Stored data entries
☆ ☆ ☆ ☆

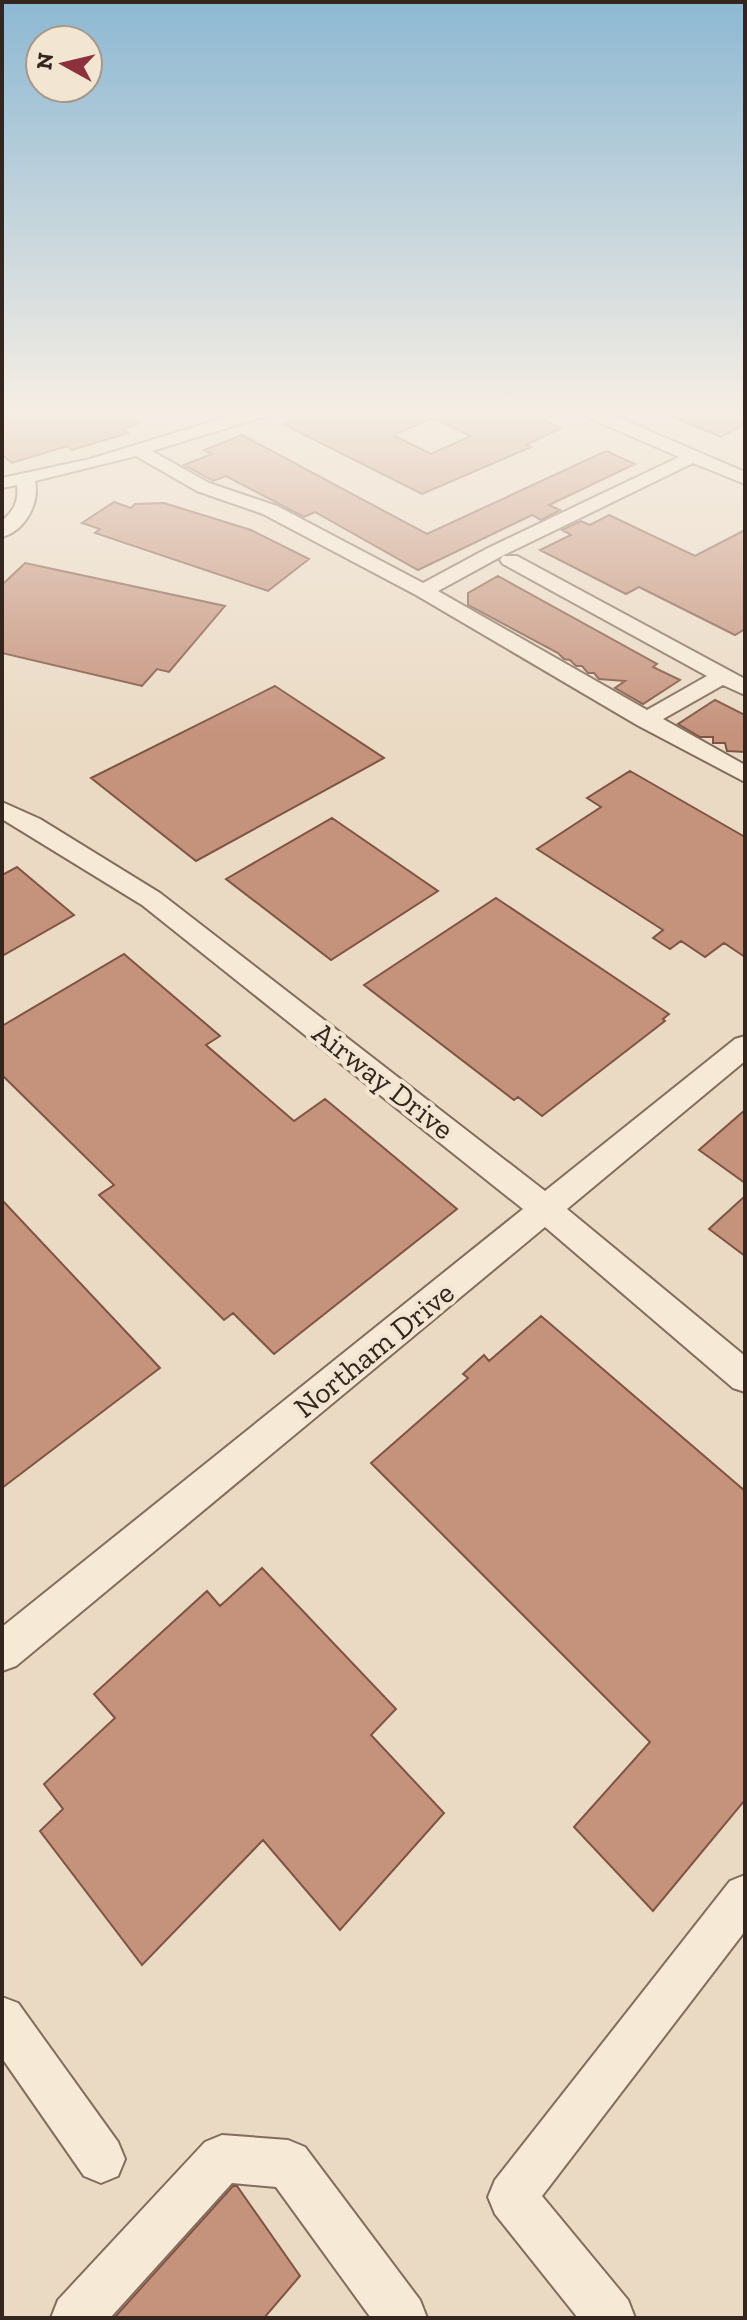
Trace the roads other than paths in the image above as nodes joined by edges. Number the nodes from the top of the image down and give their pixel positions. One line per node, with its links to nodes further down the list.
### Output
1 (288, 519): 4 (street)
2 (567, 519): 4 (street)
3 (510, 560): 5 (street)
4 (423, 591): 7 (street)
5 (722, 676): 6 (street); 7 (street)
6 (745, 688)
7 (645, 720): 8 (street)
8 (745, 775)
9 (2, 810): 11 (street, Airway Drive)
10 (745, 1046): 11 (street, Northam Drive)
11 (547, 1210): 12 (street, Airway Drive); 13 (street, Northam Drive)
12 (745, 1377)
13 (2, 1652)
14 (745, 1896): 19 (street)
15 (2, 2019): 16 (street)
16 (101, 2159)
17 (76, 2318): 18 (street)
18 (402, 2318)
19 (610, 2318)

☆ ☆ ☆ ☆

> **AIM OF THE EXERCISE**
Please copy the records above word for word, leaving out every picture.

> **SOLUTION FOR THIS EXERCISE**
Trace the roads other than paths in the image above as nodes joined by edges. Number the nodes from the top of the image down and give their pixel positions. One line per node, with its links to nodes further down the list.
### Output
1 (288, 519): 4 (street)
2 (567, 519): 4 (street)
3 (510, 560): 5 (street)
4 (423, 591): 7 (street)
5 (722, 676): 6 (street); 7 (street)
6 (745, 688)
7 (645, 720): 8 (street)
8 (745, 775)
9 (2, 810): 11 (street, Airway Drive)
10 (745, 1046): 11 (street, Northam Drive)
11 (547, 1210): 12 (street, Airway Drive); 13 (street, Northam Drive)
12 (745, 1377)
13 (2, 1652)
14 (745, 1896): 19 (street)
15 (2, 2019): 16 (street)
16 (101, 2159)
17 (76, 2318): 18 (street)
18 (402, 2318)
19 (610, 2318)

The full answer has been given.